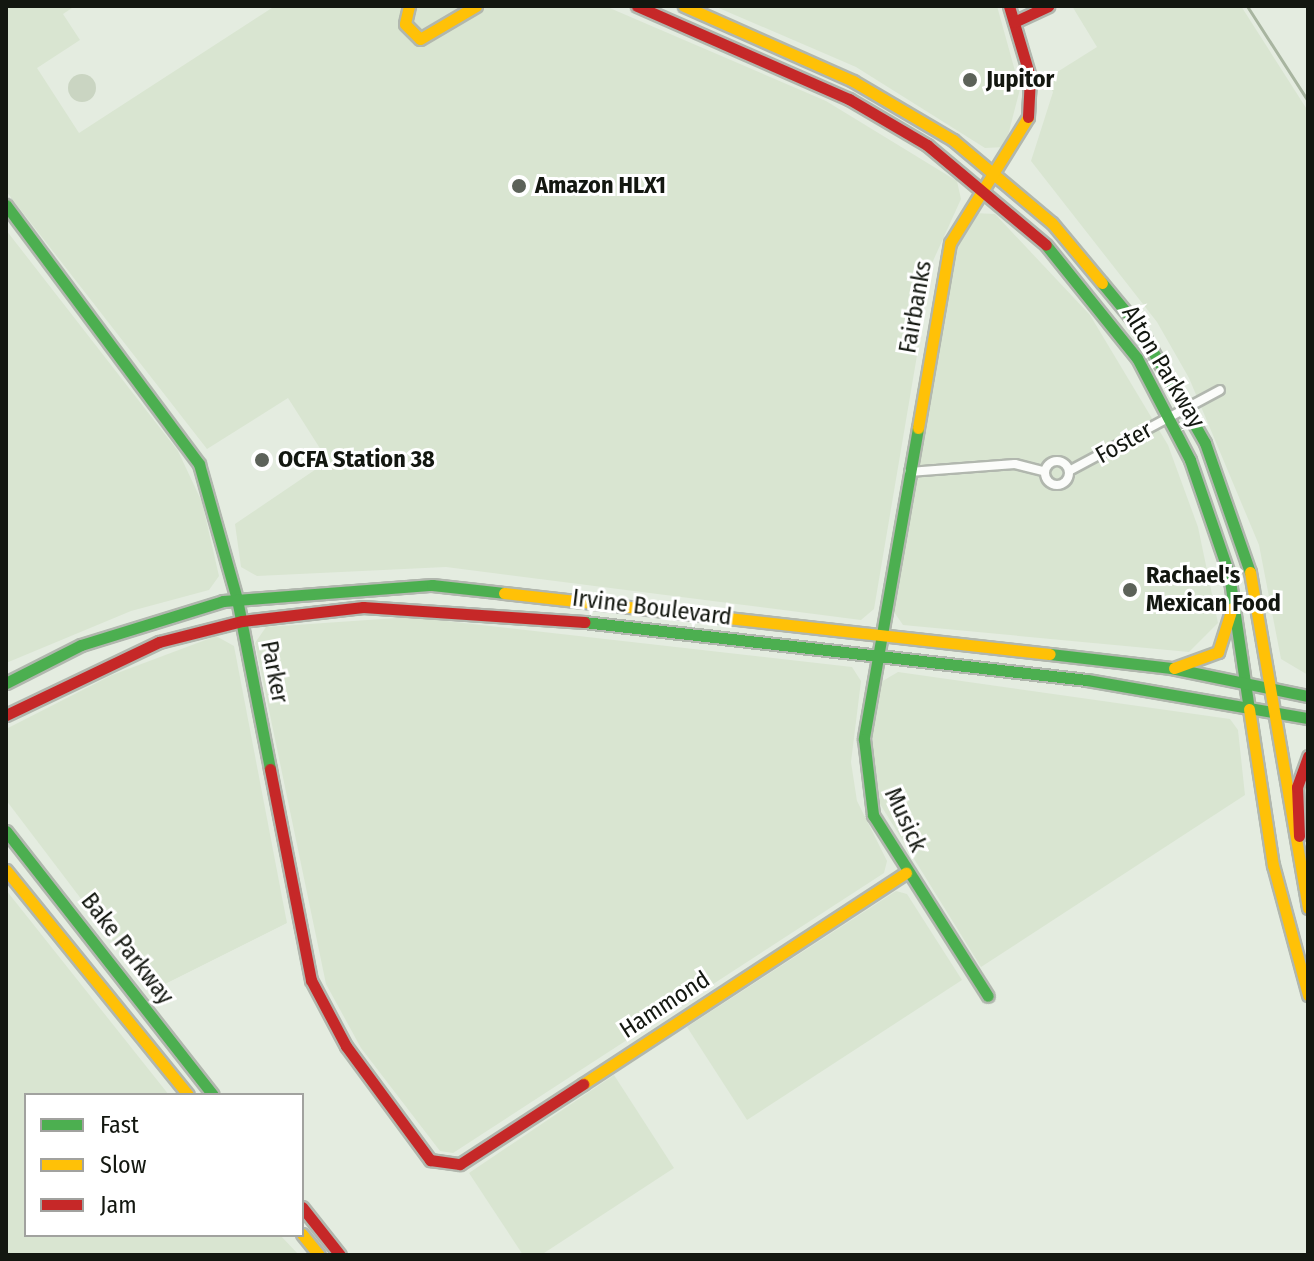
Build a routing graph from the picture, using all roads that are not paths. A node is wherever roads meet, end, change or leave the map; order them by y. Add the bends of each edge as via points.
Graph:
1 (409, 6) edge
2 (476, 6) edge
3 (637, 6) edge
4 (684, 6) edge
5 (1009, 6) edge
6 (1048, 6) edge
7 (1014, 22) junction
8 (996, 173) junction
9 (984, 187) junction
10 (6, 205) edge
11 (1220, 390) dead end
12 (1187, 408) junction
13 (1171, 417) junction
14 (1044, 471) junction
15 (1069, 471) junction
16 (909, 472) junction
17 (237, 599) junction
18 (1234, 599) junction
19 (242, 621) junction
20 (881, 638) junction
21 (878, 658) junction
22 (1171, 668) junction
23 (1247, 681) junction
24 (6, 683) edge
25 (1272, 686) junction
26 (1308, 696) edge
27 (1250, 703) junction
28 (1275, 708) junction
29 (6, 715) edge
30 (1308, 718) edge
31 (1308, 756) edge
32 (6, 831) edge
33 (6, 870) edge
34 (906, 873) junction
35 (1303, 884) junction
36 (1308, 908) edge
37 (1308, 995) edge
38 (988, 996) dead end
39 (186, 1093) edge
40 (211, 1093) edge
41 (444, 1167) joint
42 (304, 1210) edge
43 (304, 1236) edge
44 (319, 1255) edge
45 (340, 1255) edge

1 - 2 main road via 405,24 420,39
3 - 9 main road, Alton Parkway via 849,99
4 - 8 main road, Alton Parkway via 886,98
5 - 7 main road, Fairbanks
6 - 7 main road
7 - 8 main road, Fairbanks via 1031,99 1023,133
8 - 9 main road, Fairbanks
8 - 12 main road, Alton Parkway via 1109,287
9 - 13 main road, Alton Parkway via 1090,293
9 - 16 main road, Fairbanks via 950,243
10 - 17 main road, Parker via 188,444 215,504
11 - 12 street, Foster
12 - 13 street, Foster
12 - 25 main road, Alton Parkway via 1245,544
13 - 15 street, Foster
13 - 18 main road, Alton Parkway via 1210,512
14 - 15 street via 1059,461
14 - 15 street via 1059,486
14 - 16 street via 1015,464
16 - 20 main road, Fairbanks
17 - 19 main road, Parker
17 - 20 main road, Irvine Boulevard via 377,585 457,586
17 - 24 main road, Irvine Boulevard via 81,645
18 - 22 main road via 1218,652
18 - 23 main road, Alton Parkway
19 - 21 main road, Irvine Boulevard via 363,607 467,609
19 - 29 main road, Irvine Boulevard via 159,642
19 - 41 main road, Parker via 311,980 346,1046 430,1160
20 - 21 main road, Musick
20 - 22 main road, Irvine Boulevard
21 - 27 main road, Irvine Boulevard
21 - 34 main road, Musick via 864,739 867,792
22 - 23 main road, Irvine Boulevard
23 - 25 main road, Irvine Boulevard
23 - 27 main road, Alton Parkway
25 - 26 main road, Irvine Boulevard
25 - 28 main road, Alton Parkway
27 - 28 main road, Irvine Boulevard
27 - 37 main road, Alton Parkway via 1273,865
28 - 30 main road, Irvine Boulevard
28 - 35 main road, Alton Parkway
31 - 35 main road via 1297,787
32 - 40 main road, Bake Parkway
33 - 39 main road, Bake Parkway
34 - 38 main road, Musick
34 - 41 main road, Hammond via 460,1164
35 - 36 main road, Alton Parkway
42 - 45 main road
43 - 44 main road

- - - -

[Problem requirements]
Where an entry holds a picture, leave the picture out and output the rest exactly.

[Solution for this problem]
Build a routing graph from the picture, using all roads that are not paths. A node is wherever roads meet, end, change or leave the map; order them by y. Add the bends of each edge as via points.
Graph:
1 (409, 6) edge
2 (476, 6) edge
3 (637, 6) edge
4 (684, 6) edge
5 (1009, 6) edge
6 (1048, 6) edge
7 (1014, 22) junction
8 (996, 173) junction
9 (984, 187) junction
10 (6, 205) edge
11 (1220, 390) dead end
12 (1187, 408) junction
13 (1171, 417) junction
14 (1044, 471) junction
15 (1069, 471) junction
16 (909, 472) junction
17 (237, 599) junction
18 (1234, 599) junction
19 (242, 621) junction
20 (881, 638) junction
21 (878, 658) junction
22 (1171, 668) junction
23 (1247, 681) junction
24 (6, 683) edge
25 (1272, 686) junction
26 (1308, 696) edge
27 (1250, 703) junction
28 (1275, 708) junction
29 (6, 715) edge
30 (1308, 718) edge
31 (1308, 756) edge
32 (6, 831) edge
33 (6, 870) edge
34 (906, 873) junction
35 (1303, 884) junction
36 (1308, 908) edge
37 (1308, 995) edge
38 (988, 996) dead end
39 (186, 1093) edge
40 (211, 1093) edge
41 (444, 1167) joint
42 (304, 1210) edge
43 (304, 1236) edge
44 (319, 1255) edge
45 (340, 1255) edge

1 - 2 main road via 405,24 420,39
3 - 9 main road, Alton Parkway via 849,99
4 - 8 main road, Alton Parkway via 886,98
5 - 7 main road, Fairbanks
6 - 7 main road
7 - 8 main road, Fairbanks via 1031,99 1023,133
8 - 9 main road, Fairbanks
8 - 12 main road, Alton Parkway via 1109,287
9 - 13 main road, Alton Parkway via 1090,293
9 - 16 main road, Fairbanks via 950,243
10 - 17 main road, Parker via 188,444 215,504
11 - 12 street, Foster
12 - 13 street, Foster
12 - 25 main road, Alton Parkway via 1245,544
13 - 15 street, Foster
13 - 18 main road, Alton Parkway via 1210,512
14 - 15 street via 1059,461
14 - 15 street via 1059,486
14 - 16 street via 1015,464
16 - 20 main road, Fairbanks
17 - 19 main road, Parker
17 - 20 main road, Irvine Boulevard via 377,585 457,586
17 - 24 main road, Irvine Boulevard via 81,645
18 - 22 main road via 1218,652
18 - 23 main road, Alton Parkway
19 - 21 main road, Irvine Boulevard via 363,607 467,609
19 - 29 main road, Irvine Boulevard via 159,642
19 - 41 main road, Parker via 311,980 346,1046 430,1160
20 - 21 main road, Musick
20 - 22 main road, Irvine Boulevard
21 - 27 main road, Irvine Boulevard
21 - 34 main road, Musick via 864,739 867,792
22 - 23 main road, Irvine Boulevard
23 - 25 main road, Irvine Boulevard
23 - 27 main road, Alton Parkway
25 - 26 main road, Irvine Boulevard
25 - 28 main road, Alton Parkway
27 - 28 main road, Irvine Boulevard
27 - 37 main road, Alton Parkway via 1273,865
28 - 30 main road, Irvine Boulevard
28 - 35 main road, Alton Parkway
31 - 35 main road via 1297,787
32 - 40 main road, Bake Parkway
33 - 39 main road, Bake Parkway
34 - 38 main road, Musick
34 - 41 main road, Hammond via 460,1164
35 - 36 main road, Alton Parkway
42 - 45 main road
43 - 44 main road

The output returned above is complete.